**Exercise prompt**
Restate each entry below exactly; pictures stay out of the copy.

::::::::

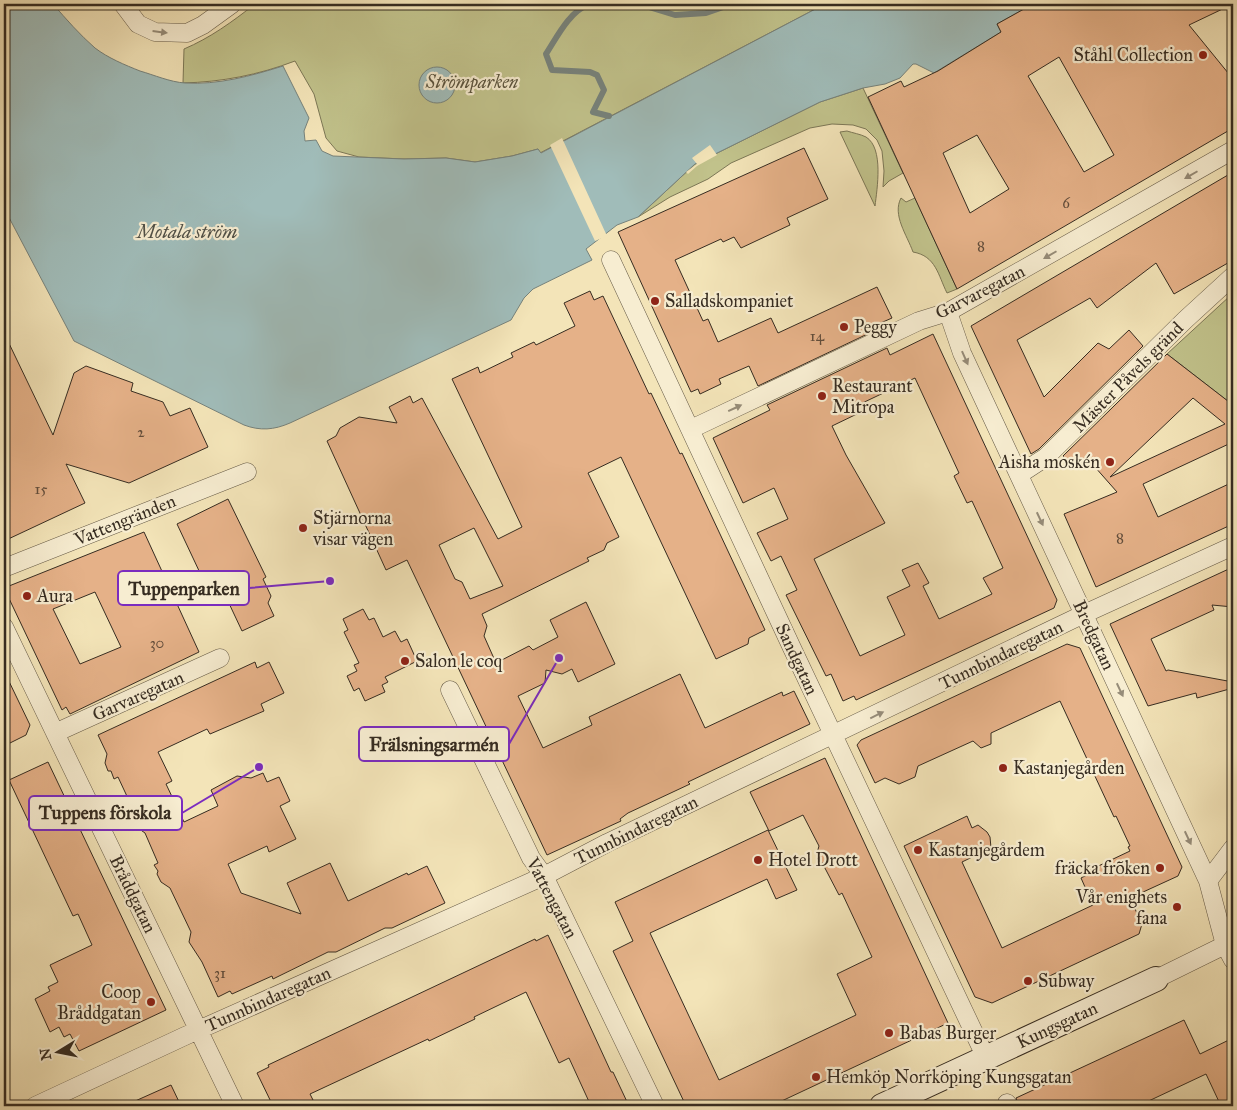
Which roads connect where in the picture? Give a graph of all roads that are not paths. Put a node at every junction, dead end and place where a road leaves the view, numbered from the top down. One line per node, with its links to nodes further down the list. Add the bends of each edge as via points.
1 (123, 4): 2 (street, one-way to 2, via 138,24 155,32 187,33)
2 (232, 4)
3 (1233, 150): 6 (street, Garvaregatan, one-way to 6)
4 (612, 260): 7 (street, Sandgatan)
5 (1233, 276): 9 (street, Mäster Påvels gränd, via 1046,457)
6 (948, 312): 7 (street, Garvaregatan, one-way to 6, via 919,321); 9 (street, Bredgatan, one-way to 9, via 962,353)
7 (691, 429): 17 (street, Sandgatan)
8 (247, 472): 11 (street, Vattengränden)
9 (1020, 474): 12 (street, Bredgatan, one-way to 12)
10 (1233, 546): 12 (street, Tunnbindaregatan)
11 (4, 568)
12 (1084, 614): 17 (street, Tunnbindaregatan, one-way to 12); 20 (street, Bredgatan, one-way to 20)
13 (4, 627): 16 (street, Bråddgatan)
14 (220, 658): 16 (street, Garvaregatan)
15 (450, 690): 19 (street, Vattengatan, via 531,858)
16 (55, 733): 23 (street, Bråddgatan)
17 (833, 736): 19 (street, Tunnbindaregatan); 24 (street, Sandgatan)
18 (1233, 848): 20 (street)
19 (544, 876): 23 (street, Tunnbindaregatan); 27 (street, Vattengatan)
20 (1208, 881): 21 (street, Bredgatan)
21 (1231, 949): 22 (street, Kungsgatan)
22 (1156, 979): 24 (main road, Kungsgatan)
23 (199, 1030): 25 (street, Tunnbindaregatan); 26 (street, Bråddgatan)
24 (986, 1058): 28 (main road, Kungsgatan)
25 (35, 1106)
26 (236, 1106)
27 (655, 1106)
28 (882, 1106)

::::::::

**Result for this exercise**
Which roads connect where in the picture? Give a graph of all roads that are not paths. Put a node at every junction, dead end and place where a road leaves the view, numbered from the top down. One line per node, with its links to nodes further down the list. Add the bends of each edge as via points.
1 (123, 4): 2 (street, one-way to 2, via 138,24 155,32 187,33)
2 (232, 4)
3 (1233, 150): 6 (street, Garvaregatan, one-way to 6)
4 (612, 260): 7 (street, Sandgatan)
5 (1233, 276): 9 (street, Mäster Påvels gränd, via 1046,457)
6 (948, 312): 7 (street, Garvaregatan, one-way to 6, via 919,321); 9 (street, Bredgatan, one-way to 9, via 962,353)
7 (691, 429): 17 (street, Sandgatan)
8 (247, 472): 11 (street, Vattengränden)
9 (1020, 474): 12 (street, Bredgatan, one-way to 12)
10 (1233, 546): 12 (street, Tunnbindaregatan)
11 (4, 568)
12 (1084, 614): 17 (street, Tunnbindaregatan, one-way to 12); 20 (street, Bredgatan, one-way to 20)
13 (4, 627): 16 (street, Bråddgatan)
14 (220, 658): 16 (street, Garvaregatan)
15 (450, 690): 19 (street, Vattengatan, via 531,858)
16 (55, 733): 23 (street, Bråddgatan)
17 (833, 736): 19 (street, Tunnbindaregatan); 24 (street, Sandgatan)
18 (1233, 848): 20 (street)
19 (544, 876): 23 (street, Tunnbindaregatan); 27 (street, Vattengatan)
20 (1208, 881): 21 (street, Bredgatan)
21 (1231, 949): 22 (street, Kungsgatan)
22 (1156, 979): 24 (main road, Kungsgatan)
23 (199, 1030): 25 (street, Tunnbindaregatan); 26 (street, Bråddgatan)
24 (986, 1058): 28 (main road, Kungsgatan)
25 (35, 1106)
26 (236, 1106)
27 (655, 1106)
28 (882, 1106)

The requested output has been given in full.